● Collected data

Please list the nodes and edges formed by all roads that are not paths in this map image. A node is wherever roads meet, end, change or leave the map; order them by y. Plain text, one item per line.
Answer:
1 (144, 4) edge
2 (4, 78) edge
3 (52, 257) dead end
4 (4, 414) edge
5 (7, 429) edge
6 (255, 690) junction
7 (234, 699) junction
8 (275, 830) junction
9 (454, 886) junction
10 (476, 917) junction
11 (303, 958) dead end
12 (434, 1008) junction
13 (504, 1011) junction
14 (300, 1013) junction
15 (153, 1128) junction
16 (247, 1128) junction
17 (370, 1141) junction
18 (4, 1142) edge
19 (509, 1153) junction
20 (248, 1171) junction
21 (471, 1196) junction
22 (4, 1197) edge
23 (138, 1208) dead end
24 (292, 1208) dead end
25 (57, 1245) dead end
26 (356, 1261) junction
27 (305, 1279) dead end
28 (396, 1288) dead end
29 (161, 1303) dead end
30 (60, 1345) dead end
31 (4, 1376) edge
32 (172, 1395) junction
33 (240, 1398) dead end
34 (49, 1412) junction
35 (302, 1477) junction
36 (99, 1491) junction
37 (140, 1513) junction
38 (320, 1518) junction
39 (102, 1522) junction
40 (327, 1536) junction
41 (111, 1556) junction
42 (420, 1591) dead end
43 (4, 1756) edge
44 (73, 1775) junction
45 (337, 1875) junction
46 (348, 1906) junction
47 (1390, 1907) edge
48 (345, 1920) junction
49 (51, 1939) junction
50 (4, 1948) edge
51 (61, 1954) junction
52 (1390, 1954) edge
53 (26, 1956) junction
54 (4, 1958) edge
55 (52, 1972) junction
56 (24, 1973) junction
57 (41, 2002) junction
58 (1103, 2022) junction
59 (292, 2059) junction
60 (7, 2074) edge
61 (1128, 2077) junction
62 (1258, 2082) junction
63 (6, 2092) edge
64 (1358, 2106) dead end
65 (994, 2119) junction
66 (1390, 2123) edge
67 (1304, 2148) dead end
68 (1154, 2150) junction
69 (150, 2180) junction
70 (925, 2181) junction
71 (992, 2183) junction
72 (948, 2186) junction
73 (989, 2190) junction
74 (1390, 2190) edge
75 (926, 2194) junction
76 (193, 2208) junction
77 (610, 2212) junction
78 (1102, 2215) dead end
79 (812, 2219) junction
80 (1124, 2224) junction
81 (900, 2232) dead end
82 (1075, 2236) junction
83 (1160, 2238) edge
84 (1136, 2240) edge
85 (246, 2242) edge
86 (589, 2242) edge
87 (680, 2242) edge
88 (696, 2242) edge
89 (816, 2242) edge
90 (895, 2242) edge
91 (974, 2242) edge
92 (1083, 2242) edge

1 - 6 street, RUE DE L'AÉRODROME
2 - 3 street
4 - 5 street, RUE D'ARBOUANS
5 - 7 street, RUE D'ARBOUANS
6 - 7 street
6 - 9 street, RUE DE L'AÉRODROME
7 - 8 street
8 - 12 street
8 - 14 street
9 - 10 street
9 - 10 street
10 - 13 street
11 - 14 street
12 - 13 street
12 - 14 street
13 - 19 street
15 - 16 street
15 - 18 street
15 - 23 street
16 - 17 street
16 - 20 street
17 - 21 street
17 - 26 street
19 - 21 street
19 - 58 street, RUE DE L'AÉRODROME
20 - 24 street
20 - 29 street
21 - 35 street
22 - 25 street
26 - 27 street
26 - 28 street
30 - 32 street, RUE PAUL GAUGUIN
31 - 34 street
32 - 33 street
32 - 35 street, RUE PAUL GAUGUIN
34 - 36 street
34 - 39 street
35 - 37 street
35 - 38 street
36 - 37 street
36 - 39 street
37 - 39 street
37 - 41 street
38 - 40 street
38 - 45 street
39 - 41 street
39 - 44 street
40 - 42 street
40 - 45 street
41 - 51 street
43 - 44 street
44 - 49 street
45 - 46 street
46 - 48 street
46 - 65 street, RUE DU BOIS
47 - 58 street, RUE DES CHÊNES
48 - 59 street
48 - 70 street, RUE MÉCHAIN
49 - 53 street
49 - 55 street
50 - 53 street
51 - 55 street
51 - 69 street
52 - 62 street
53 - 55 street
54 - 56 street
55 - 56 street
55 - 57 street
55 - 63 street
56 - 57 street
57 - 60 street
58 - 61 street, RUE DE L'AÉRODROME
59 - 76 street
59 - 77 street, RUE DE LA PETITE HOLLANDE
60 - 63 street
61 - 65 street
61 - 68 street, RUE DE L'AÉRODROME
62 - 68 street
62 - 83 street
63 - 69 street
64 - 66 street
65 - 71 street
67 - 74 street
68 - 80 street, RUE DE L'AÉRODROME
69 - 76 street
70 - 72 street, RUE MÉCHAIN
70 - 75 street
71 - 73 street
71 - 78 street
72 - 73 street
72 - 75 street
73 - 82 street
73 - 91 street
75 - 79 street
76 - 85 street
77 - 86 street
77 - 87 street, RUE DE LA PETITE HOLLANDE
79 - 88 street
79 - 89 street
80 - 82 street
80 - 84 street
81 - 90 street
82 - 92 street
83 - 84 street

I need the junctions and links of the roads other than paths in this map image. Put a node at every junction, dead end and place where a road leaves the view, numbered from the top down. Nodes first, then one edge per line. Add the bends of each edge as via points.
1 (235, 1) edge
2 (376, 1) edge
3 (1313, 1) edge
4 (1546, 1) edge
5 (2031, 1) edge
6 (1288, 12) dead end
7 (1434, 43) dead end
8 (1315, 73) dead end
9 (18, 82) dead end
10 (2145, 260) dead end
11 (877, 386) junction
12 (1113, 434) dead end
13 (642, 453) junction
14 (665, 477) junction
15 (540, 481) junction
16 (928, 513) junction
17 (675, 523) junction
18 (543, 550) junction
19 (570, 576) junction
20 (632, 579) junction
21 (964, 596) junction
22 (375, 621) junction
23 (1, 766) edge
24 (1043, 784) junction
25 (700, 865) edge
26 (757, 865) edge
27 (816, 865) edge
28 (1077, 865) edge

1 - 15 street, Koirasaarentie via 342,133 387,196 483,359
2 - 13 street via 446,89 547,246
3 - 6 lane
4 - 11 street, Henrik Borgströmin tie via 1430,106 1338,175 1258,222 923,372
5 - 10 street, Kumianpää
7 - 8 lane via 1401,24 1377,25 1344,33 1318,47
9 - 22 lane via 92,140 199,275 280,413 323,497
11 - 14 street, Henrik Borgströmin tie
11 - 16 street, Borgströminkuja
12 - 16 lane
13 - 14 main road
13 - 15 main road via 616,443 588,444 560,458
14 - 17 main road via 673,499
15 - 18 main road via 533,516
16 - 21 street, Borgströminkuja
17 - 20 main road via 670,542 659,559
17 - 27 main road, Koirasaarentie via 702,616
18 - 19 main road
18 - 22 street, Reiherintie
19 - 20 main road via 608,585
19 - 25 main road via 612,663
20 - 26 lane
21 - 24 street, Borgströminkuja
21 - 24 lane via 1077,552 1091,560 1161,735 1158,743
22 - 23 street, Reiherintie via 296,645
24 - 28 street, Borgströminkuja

● Aim of the exercise
An exact transcription of the data above is required.

● Result of this task
Please list the nodes and edges formed by all roads that are not paths in this map image. A node is wherever roads meet, end, change or leave the map; order them by y. Plain text, one item per line.
Answer:
1 (144, 4) edge
2 (4, 78) edge
3 (52, 257) dead end
4 (4, 414) edge
5 (7, 429) edge
6 (255, 690) junction
7 (234, 699) junction
8 (275, 830) junction
9 (454, 886) junction
10 (476, 917) junction
11 (303, 958) dead end
12 (434, 1008) junction
13 (504, 1011) junction
14 (300, 1013) junction
15 (153, 1128) junction
16 (247, 1128) junction
17 (370, 1141) junction
18 (4, 1142) edge
19 (509, 1153) junction
20 (248, 1171) junction
21 (471, 1196) junction
22 (4, 1197) edge
23 (138, 1208) dead end
24 (292, 1208) dead end
25 (57, 1245) dead end
26 (356, 1261) junction
27 (305, 1279) dead end
28 (396, 1288) dead end
29 (161, 1303) dead end
30 (60, 1345) dead end
31 (4, 1376) edge
32 (172, 1395) junction
33 (240, 1398) dead end
34 (49, 1412) junction
35 (302, 1477) junction
36 (99, 1491) junction
37 (140, 1513) junction
38 (320, 1518) junction
39 (102, 1522) junction
40 (327, 1536) junction
41 (111, 1556) junction
42 (420, 1591) dead end
43 (4, 1756) edge
44 (73, 1775) junction
45 (337, 1875) junction
46 (348, 1906) junction
47 (1390, 1907) edge
48 (345, 1920) junction
49 (51, 1939) junction
50 (4, 1948) edge
51 (61, 1954) junction
52 (1390, 1954) edge
53 (26, 1956) junction
54 (4, 1958) edge
55 (52, 1972) junction
56 (24, 1973) junction
57 (41, 2002) junction
58 (1103, 2022) junction
59 (292, 2059) junction
60 (7, 2074) edge
61 (1128, 2077) junction
62 (1258, 2082) junction
63 (6, 2092) edge
64 (1358, 2106) dead end
65 (994, 2119) junction
66 (1390, 2123) edge
67 (1304, 2148) dead end
68 (1154, 2150) junction
69 (150, 2180) junction
70 (925, 2181) junction
71 (992, 2183) junction
72 (948, 2186) junction
73 (989, 2190) junction
74 (1390, 2190) edge
75 (926, 2194) junction
76 (193, 2208) junction
77 (610, 2212) junction
78 (1102, 2215) dead end
79 (812, 2219) junction
80 (1124, 2224) junction
81 (900, 2232) dead end
82 (1075, 2236) junction
83 (1160, 2238) edge
84 (1136, 2240) edge
85 (246, 2242) edge
86 (589, 2242) edge
87 (680, 2242) edge
88 (696, 2242) edge
89 (816, 2242) edge
90 (895, 2242) edge
91 (974, 2242) edge
92 (1083, 2242) edge

1 - 6 street, RUE DE L'AÉRODROME
2 - 3 street
4 - 5 street, RUE D'ARBOUANS
5 - 7 street, RUE D'ARBOUANS
6 - 7 street
6 - 9 street, RUE DE L'AÉRODROME
7 - 8 street
8 - 12 street
8 - 14 street
9 - 10 street
9 - 10 street
10 - 13 street
11 - 14 street
12 - 13 street
12 - 14 street
13 - 19 street
15 - 16 street
15 - 18 street
15 - 23 street
16 - 17 street
16 - 20 street
17 - 21 street
17 - 26 street
19 - 21 street
19 - 58 street, RUE DE L'AÉRODROME
20 - 24 street
20 - 29 street
21 - 35 street
22 - 25 street
26 - 27 street
26 - 28 street
30 - 32 street, RUE PAUL GAUGUIN
31 - 34 street
32 - 33 street
32 - 35 street, RUE PAUL GAUGUIN
34 - 36 street
34 - 39 street
35 - 37 street
35 - 38 street
36 - 37 street
36 - 39 street
37 - 39 street
37 - 41 street
38 - 40 street
38 - 45 street
39 - 41 street
39 - 44 street
40 - 42 street
40 - 45 street
41 - 51 street
43 - 44 street
44 - 49 street
45 - 46 street
46 - 48 street
46 - 65 street, RUE DU BOIS
47 - 58 street, RUE DES CHÊNES
48 - 59 street
48 - 70 street, RUE MÉCHAIN
49 - 53 street
49 - 55 street
50 - 53 street
51 - 55 street
51 - 69 street
52 - 62 street
53 - 55 street
54 - 56 street
55 - 56 street
55 - 57 street
55 - 63 street
56 - 57 street
57 - 60 street
58 - 61 street, RUE DE L'AÉRODROME
59 - 76 street
59 - 77 street, RUE DE LA PETITE HOLLANDE
60 - 63 street
61 - 65 street
61 - 68 street, RUE DE L'AÉRODROME
62 - 68 street
62 - 83 street
63 - 69 street
64 - 66 street
65 - 71 street
67 - 74 street
68 - 80 street, RUE DE L'AÉRODROME
69 - 76 street
70 - 72 street, RUE MÉCHAIN
70 - 75 street
71 - 73 street
71 - 78 street
72 - 73 street
72 - 75 street
73 - 82 street
73 - 91 street
75 - 79 street
76 - 85 street
77 - 86 street
77 - 87 street, RUE DE LA PETITE HOLLANDE
79 - 88 street
79 - 89 street
80 - 82 street
80 - 84 street
81 - 90 street
82 - 92 street
83 - 84 street

I need the junctions and links of the roads other than paths in this map image. Put a node at every junction, dead end and place where a road leaves the view, numbered from the top down. Nodes first, then one edge per line. Add the bends of each edge as via points.
1 (235, 1) edge
2 (376, 1) edge
3 (1313, 1) edge
4 (1546, 1) edge
5 (2031, 1) edge
6 (1288, 12) dead end
7 (1434, 43) dead end
8 (1315, 73) dead end
9 (18, 82) dead end
10 (2145, 260) dead end
11 (877, 386) junction
12 (1113, 434) dead end
13 (642, 453) junction
14 (665, 477) junction
15 (540, 481) junction
16 (928, 513) junction
17 (675, 523) junction
18 (543, 550) junction
19 (570, 576) junction
20 (632, 579) junction
21 (964, 596) junction
22 (375, 621) junction
23 (1, 766) edge
24 (1043, 784) junction
25 (700, 865) edge
26 (757, 865) edge
27 (816, 865) edge
28 (1077, 865) edge

1 - 15 street, Koirasaarentie via 342,133 387,196 483,359
2 - 13 street via 446,89 547,246
3 - 6 lane
4 - 11 street, Henrik Borgströmin tie via 1430,106 1338,175 1258,222 923,372
5 - 10 street, Kumianpää
7 - 8 lane via 1401,24 1377,25 1344,33 1318,47
9 - 22 lane via 92,140 199,275 280,413 323,497
11 - 14 street, Henrik Borgströmin tie
11 - 16 street, Borgströminkuja
12 - 16 lane
13 - 14 main road
13 - 15 main road via 616,443 588,444 560,458
14 - 17 main road via 673,499
15 - 18 main road via 533,516
16 - 21 street, Borgströminkuja
17 - 20 main road via 670,542 659,559
17 - 27 main road, Koirasaarentie via 702,616
18 - 19 main road
18 - 22 street, Reiherintie
19 - 20 main road via 608,585
19 - 25 main road via 612,663
20 - 26 lane
21 - 24 street, Borgströminkuja
21 - 24 lane via 1077,552 1091,560 1161,735 1158,743
22 - 23 street, Reiherintie via 296,645
24 - 28 street, Borgströminkuja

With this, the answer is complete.